_Task to carry out_:
Transcribe the following records in full, exactly as shown.

_Provided information_:
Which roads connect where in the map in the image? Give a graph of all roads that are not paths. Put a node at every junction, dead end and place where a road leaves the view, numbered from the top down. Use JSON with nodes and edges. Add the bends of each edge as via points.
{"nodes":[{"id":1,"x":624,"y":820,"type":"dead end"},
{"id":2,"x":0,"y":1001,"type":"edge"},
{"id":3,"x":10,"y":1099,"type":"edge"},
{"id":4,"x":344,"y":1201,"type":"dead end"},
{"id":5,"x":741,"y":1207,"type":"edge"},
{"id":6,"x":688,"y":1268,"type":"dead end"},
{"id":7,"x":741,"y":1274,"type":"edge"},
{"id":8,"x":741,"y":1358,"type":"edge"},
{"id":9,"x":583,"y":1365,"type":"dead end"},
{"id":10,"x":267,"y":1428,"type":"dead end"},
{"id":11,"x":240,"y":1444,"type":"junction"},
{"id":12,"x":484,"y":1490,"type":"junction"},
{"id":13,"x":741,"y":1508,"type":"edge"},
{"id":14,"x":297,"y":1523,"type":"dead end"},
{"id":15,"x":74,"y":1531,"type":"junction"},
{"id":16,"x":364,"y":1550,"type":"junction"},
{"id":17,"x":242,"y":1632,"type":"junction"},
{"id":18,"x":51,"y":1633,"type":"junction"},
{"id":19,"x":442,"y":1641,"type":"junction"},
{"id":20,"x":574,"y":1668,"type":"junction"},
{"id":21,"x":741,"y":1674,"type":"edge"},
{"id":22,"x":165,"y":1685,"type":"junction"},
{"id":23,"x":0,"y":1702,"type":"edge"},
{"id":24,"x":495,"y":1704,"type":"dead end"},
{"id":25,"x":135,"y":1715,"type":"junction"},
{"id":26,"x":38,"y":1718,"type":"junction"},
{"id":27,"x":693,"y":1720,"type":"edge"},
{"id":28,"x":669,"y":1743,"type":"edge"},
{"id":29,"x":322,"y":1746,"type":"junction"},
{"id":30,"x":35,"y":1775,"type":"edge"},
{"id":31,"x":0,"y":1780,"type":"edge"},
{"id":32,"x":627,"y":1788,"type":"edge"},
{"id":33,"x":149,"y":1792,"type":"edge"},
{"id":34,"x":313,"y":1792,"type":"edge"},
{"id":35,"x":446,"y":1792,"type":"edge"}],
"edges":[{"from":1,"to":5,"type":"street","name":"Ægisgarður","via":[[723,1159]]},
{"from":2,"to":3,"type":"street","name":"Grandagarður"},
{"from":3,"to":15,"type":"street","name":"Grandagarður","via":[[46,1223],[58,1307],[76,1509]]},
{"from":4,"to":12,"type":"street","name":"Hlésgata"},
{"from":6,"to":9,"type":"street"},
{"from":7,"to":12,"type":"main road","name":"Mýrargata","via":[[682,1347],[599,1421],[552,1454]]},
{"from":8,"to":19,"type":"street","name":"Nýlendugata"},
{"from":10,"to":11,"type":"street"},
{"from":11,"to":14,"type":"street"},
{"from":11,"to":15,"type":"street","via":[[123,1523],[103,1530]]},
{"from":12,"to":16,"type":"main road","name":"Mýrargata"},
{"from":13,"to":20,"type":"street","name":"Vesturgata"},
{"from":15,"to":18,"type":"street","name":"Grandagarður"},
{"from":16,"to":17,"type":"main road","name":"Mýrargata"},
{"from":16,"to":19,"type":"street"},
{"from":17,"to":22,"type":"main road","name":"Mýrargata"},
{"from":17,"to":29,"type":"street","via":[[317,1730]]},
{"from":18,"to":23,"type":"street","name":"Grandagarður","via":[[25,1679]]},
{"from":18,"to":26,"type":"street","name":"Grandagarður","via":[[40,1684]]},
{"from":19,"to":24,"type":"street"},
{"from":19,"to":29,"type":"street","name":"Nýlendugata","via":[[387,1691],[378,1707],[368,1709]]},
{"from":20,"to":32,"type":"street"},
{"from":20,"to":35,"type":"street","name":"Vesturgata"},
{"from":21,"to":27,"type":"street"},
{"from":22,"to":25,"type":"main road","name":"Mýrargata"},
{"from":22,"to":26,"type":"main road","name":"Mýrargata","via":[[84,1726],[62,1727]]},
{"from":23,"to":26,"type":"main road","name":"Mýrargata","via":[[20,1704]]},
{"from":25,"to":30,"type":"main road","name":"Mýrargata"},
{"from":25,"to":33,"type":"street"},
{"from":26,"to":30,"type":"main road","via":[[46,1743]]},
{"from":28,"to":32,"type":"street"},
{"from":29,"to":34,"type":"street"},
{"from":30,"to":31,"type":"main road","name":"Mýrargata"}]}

_Completed exercise_:
Which roads connect where in the map in the image? Give a graph of all roads that are not paths. Put a node at every junction, dead end and place where a road leaves the view, numbered from the top down. Use JSON with nodes and edges. Add the bends of each edge as via points.
{"nodes":[{"id":1,"x":624,"y":820,"type":"dead end"},
{"id":2,"x":0,"y":1001,"type":"edge"},
{"id":3,"x":10,"y":1099,"type":"edge"},
{"id":4,"x":344,"y":1201,"type":"dead end"},
{"id":5,"x":741,"y":1207,"type":"edge"},
{"id":6,"x":688,"y":1268,"type":"dead end"},
{"id":7,"x":741,"y":1274,"type":"edge"},
{"id":8,"x":741,"y":1358,"type":"edge"},
{"id":9,"x":583,"y":1365,"type":"dead end"},
{"id":10,"x":267,"y":1428,"type":"dead end"},
{"id":11,"x":240,"y":1444,"type":"junction"},
{"id":12,"x":484,"y":1490,"type":"junction"},
{"id":13,"x":741,"y":1508,"type":"edge"},
{"id":14,"x":297,"y":1523,"type":"dead end"},
{"id":15,"x":74,"y":1531,"type":"junction"},
{"id":16,"x":364,"y":1550,"type":"junction"},
{"id":17,"x":242,"y":1632,"type":"junction"},
{"id":18,"x":51,"y":1633,"type":"junction"},
{"id":19,"x":442,"y":1641,"type":"junction"},
{"id":20,"x":574,"y":1668,"type":"junction"},
{"id":21,"x":741,"y":1674,"type":"edge"},
{"id":22,"x":165,"y":1685,"type":"junction"},
{"id":23,"x":0,"y":1702,"type":"edge"},
{"id":24,"x":495,"y":1704,"type":"dead end"},
{"id":25,"x":135,"y":1715,"type":"junction"},
{"id":26,"x":38,"y":1718,"type":"junction"},
{"id":27,"x":693,"y":1720,"type":"edge"},
{"id":28,"x":669,"y":1743,"type":"edge"},
{"id":29,"x":322,"y":1746,"type":"junction"},
{"id":30,"x":35,"y":1775,"type":"edge"},
{"id":31,"x":0,"y":1780,"type":"edge"},
{"id":32,"x":627,"y":1788,"type":"edge"},
{"id":33,"x":149,"y":1792,"type":"edge"},
{"id":34,"x":313,"y":1792,"type":"edge"},
{"id":35,"x":446,"y":1792,"type":"edge"}],
"edges":[{"from":1,"to":5,"type":"street","name":"Ægisgarður","via":[[723,1159]]},
{"from":2,"to":3,"type":"street","name":"Grandagarður"},
{"from":3,"to":15,"type":"street","name":"Grandagarður","via":[[46,1223],[58,1307],[76,1509]]},
{"from":4,"to":12,"type":"street","name":"Hlésgata"},
{"from":6,"to":9,"type":"street"},
{"from":7,"to":12,"type":"main road","name":"Mýrargata","via":[[682,1347],[599,1421],[552,1454]]},
{"from":8,"to":19,"type":"street","name":"Nýlendugata"},
{"from":10,"to":11,"type":"street"},
{"from":11,"to":14,"type":"street"},
{"from":11,"to":15,"type":"street","via":[[123,1523],[103,1530]]},
{"from":12,"to":16,"type":"main road","name":"Mýrargata"},
{"from":13,"to":20,"type":"street","name":"Vesturgata"},
{"from":15,"to":18,"type":"street","name":"Grandagarður"},
{"from":16,"to":17,"type":"main road","name":"Mýrargata"},
{"from":16,"to":19,"type":"street"},
{"from":17,"to":22,"type":"main road","name":"Mýrargata"},
{"from":17,"to":29,"type":"street","via":[[317,1730]]},
{"from":18,"to":23,"type":"street","name":"Grandagarður","via":[[25,1679]]},
{"from":18,"to":26,"type":"street","name":"Grandagarður","via":[[40,1684]]},
{"from":19,"to":24,"type":"street"},
{"from":19,"to":29,"type":"street","name":"Nýlendugata","via":[[387,1691],[378,1707],[368,1709]]},
{"from":20,"to":32,"type":"street"},
{"from":20,"to":35,"type":"street","name":"Vesturgata"},
{"from":21,"to":27,"type":"street"},
{"from":22,"to":25,"type":"main road","name":"Mýrargata"},
{"from":22,"to":26,"type":"main road","name":"Mýrargata","via":[[84,1726],[62,1727]]},
{"from":23,"to":26,"type":"main road","name":"Mýrargata","via":[[20,1704]]},
{"from":25,"to":30,"type":"main road","name":"Mýrargata"},
{"from":25,"to":33,"type":"street"},
{"from":26,"to":30,"type":"main road","via":[[46,1743]]},
{"from":28,"to":32,"type":"street"},
{"from":29,"to":34,"type":"street"},
{"from":30,"to":31,"type":"main road","name":"Mýrargata"}]}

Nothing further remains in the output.